- IATA: none; ICAO: none;

Summary
- Airport type: Public
- Owner: Government of Syria
- Operator: General Authority of Civil Aviation
- Serves: Al-Malikiyah, Syria
- Location: Kezimyê village
- Coordinates: 37°11′8″N 042°13′56″E﻿ / ﻿37.18556°N 42.23222°E

Map
- Al-Malikiyah Municipal Airfield Location of airport in Syria

Runways
| Direction | Length |  | Surface |
| m | ft |
|  | 810 | 2,657 | Asphalt |

= Al-Malikiyah Municipal Airfield =

Aerodrome in Syria

Al-Malikiyah Municipal Airfield (مطار مدينة المالكية, Balafirgeha Dêrik şaredariyê de) is a basic aerodrome serving Al-Malikiyah (also known as Dêrik or Dayrik), a small Kurdish city in far northeastern Syria. The airfield is about 8.5 km east of the city.

==Facilities==
The airport resides at an elevation of 397 m above mean sea level. It has one runway with an asphalt surface measuring 810 × 25 m. As it is predominantly used by agricultural aviation as well as for limited General aviation, it only has very basic facilities.

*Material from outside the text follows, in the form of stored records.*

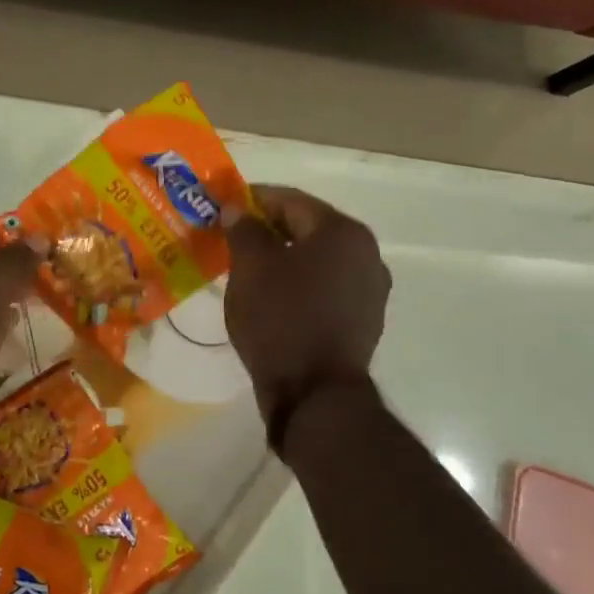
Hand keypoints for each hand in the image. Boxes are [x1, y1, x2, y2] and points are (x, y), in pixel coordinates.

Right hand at [224, 185, 390, 443]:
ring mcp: (369, 289)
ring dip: (283, 257)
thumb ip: (243, 229)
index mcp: (343, 232)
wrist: (315, 394)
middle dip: (268, 229)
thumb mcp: (250, 268)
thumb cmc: (280, 319)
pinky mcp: (363, 319)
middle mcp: (366, 254)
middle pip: (308, 228)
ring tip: (247, 266)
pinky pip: (325, 286)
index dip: (253, 199)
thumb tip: (237, 210)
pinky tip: (272, 295)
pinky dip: (299, 282)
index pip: (291, 200)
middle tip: (231, 236)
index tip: (224, 205)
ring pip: (317, 259)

==During Syrian Civil War==
The Aerodrome is controlled by the People's Protection Units on behalf of the Jazira Canton, after they and the Women's Protection Units captured the Al-Malikiyah District at the beginning of the Syrian Civil War.

In January 2016 it was reported that the US Military were planning to create an airforce base at Rmelan or in this location in order to increase the capacity of their military training operations to upskill the Syrian Democratic Forces. The airfield in Rmelan, Abu Hajar Airport is at a more advance state as its length has been extended to 1.3 km.